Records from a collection
━━━━

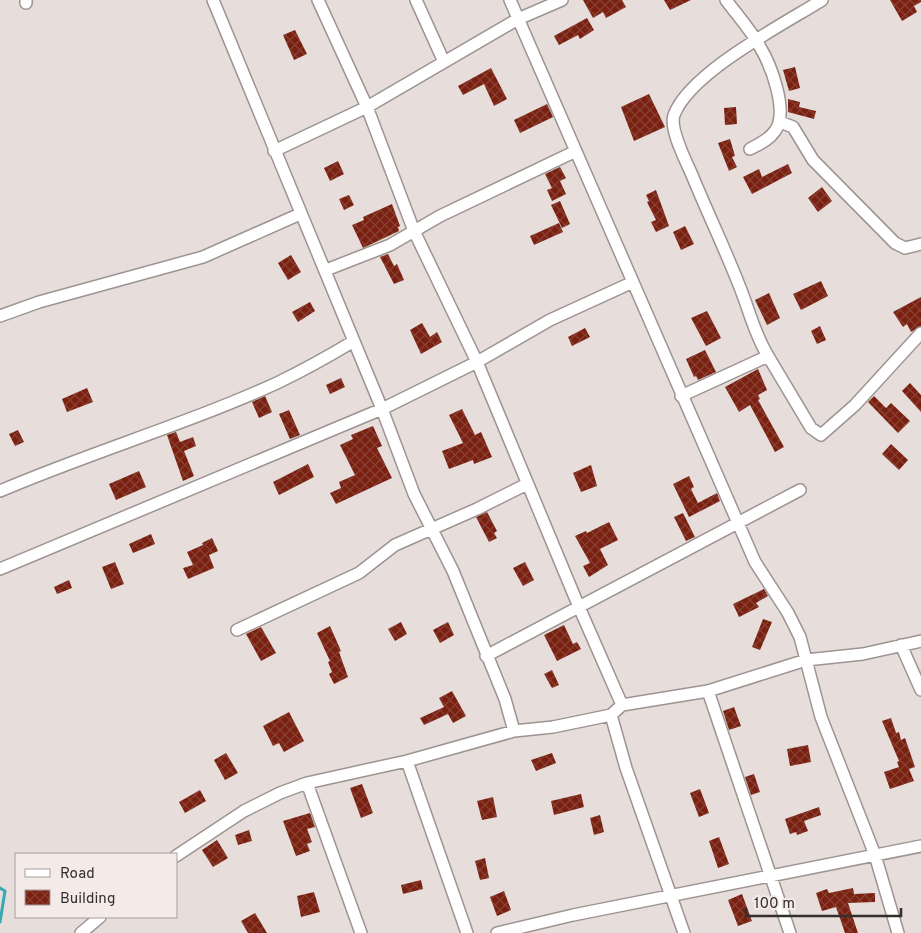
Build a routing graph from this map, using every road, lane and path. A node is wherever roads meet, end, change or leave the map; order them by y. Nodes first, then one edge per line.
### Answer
1 (213, 0) edge
2 (318, 0) edge
3 (416, 0) edge
4 (510, 0) edge
5 (562, 0) edge
6 (726, 0) edge
7 (822, 0) edge
8 (518, 19) junction
9 (756, 40) junction
10 (444, 62) junction
11 (366, 107) junction
12 (780, 122) junction
13 (750, 149) dead end
14 (274, 151) junction
15 (576, 151) junction
16 (300, 214) junction
17 (414, 231) junction
18 (921, 244) edge
19 (326, 270) junction
20 (633, 282) junction
21 (0, 316) edge
22 (921, 333) edge
23 (354, 341) junction
24 (768, 356) junction
25 (477, 362) junction
26 (681, 396) junction
27 (382, 409) junction
28 (527, 484) junction
29 (800, 490) dead end
30 (0, 491) edge
31 (740, 524) junction
32 (433, 529) junction
33 (0, 569) edge
34 (578, 607) junction
35 (237, 630) dead end
36 (921, 641) edge
37 (901, 645) junction
38 (486, 656) junction
39 (806, 660) junction
40 (921, 690) edge
41 (708, 691) junction
42 (622, 705) junction
43 (611, 715) junction
44 (514, 731) junction
45 (407, 761) junction
46 (307, 783) junction
47 (921, 846) edge
48 (178, 855) edge
49 (875, 855) junction
50 (770, 876) junction
51 (671, 897) junction
52 (99, 918) edge
53 (81, 933) edge
54 (361, 933) edge
55 (467, 933) edge
56 (497, 933) edge
57 (684, 933) edge
58 (790, 933) edge
59 (898, 933) edge

1 - 14 street
2 - 11 street
3 - 10 street
4 - 8 street
5 - 8 street
6 - 9 street
7 - 9 street
8 - 10 street
8 - 15 street
9 - 12 street
9 - 24 street
10 - 11 street
11 - 14 street
11 - 17 street
12 - 13 street
12 - 18 street
14 - 16 street
15 - 17 street
15 - 20 street
16 - 19 street
16 - 21 street
17 - 19 street
17 - 25 street
19 - 23 street
20 - 25 street
20 - 26 street
22 - 24 street
23 - 27 street
23 - 30 street
24 - 26 street
25 - 27 street
25 - 28 street
26 - 31 street
27 - 32 street
27 - 33 street
28 - 32 street
28 - 34 street
29 - 31 street
31 - 34 street
31 - 39 street
32 - 35 street
32 - 38 street
34 - 38 street
34 - 42 street
36 - 37 street
37 - 39 street
37 - 40 street
38 - 44 street
39 - 41 street
39 - 49 street
41 - 42 street
41 - 50 street
42 - 43 street
43 - 44 street
43 - 51 street
44 - 45 street
45 - 46 street
45 - 55 street
46 - 48 street
46 - 54 street
47 - 49 street
49 - 50 street
49 - 59 street
50 - 51 street
50 - 58 street
51 - 56 street
51 - 57 street
52 - 53 street

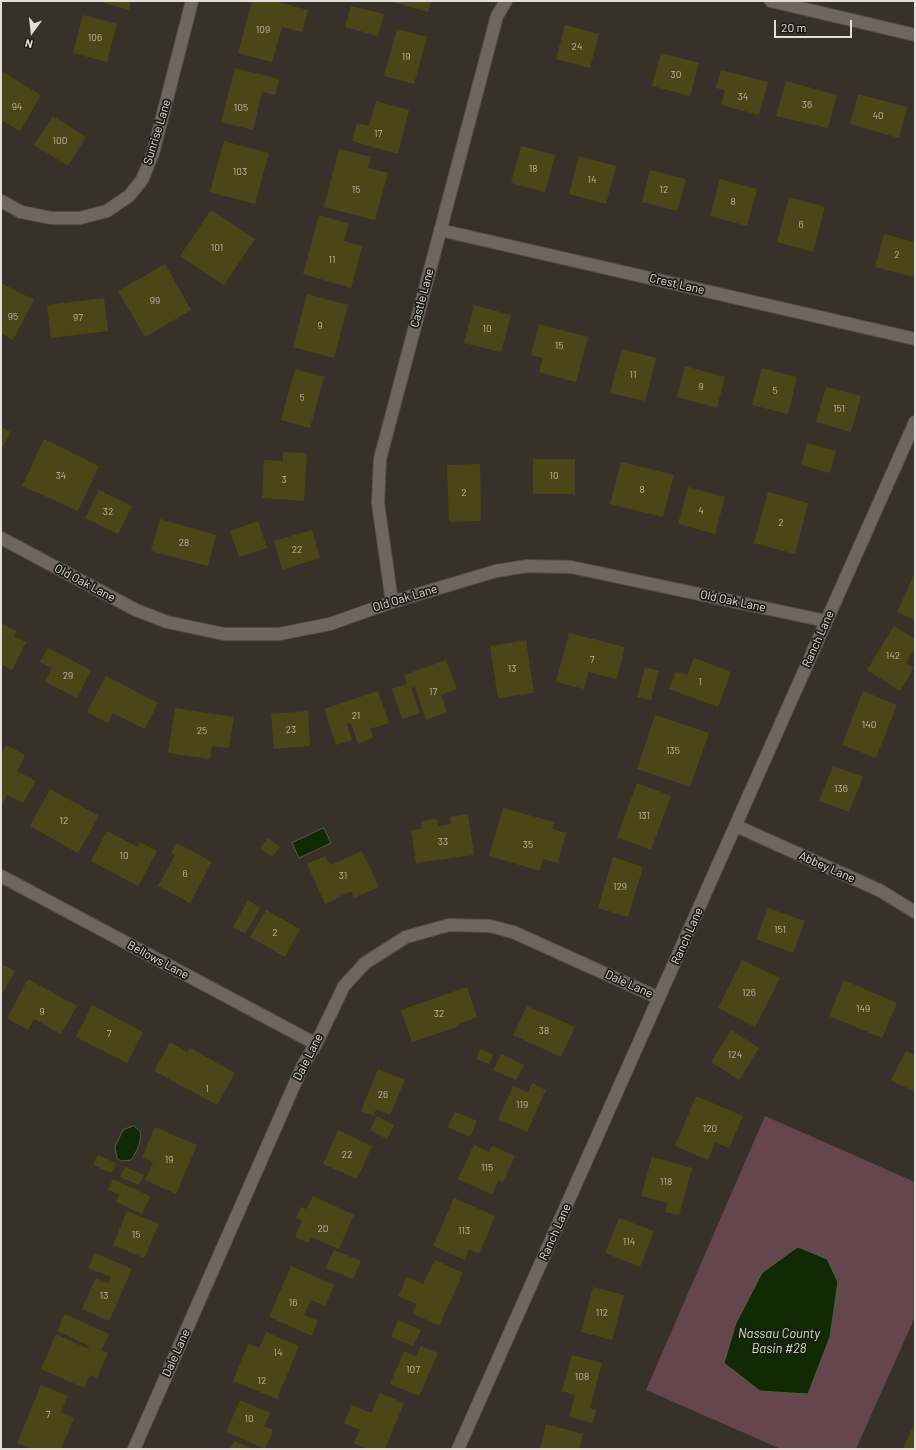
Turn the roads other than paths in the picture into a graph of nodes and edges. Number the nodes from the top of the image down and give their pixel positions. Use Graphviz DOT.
graph roads {
  1 [pos="192,1"];
  2 [pos="506,1"];
  3 [pos="771,1"];
  4 [pos="915,34"];
  5 [pos="1,201"];
  6 [pos="440,230"];
  7 [pos="915,338"];
  8 [pos="915,422"];
  9 [pos="1,538"];
  10 [pos="392,602"];
  11 [pos="826,621"];
  12 [pos="736,826"];
  13 [pos="1,876"];
  14 [pos="915,912"];
  15 [pos="659,998"];
  16 [pos="316,1044"];
  17 [pos="134,1449"];
  18 [pos="458,1449"];
  1 -- 5 [label="street, Sunrise Lane"];
  2 -- 6 [label="street, Castle Lane"];
  3 -- 4 [label="street"];
  6 -- 7 [label="street, Crest Lane"];
  6 -- 10 [label="street, Castle Lane"];
  8 -- 11 [label="street, Ranch Lane"];
  9 -- 10 [label="street, Old Oak Lane"];
  10 -- 11 [label="street, Old Oak Lane"];
  11 -- 12 [label="street, Ranch Lane"];
  12 -- 14 [label="street, Abbey Lane"];
  12 -- 15 [label="street, Ranch Lane"];
  13 -- 16 [label="street, Bellows Lane"];
  15 -- 16 [label="street, Dale Lane"];
  15 -- 18 [label="street, Ranch Lane"];
  16 -- 17 [label="street, Dale Lane"];
}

━━━━

> [TASK DESCRIPTION] List all lines from the entries that include the word "Castle".

> [RESULT BELOW]
  2 -- 6 [label="street, Castle Lane"];
  6 -- 10 [label="street, Castle Lane"];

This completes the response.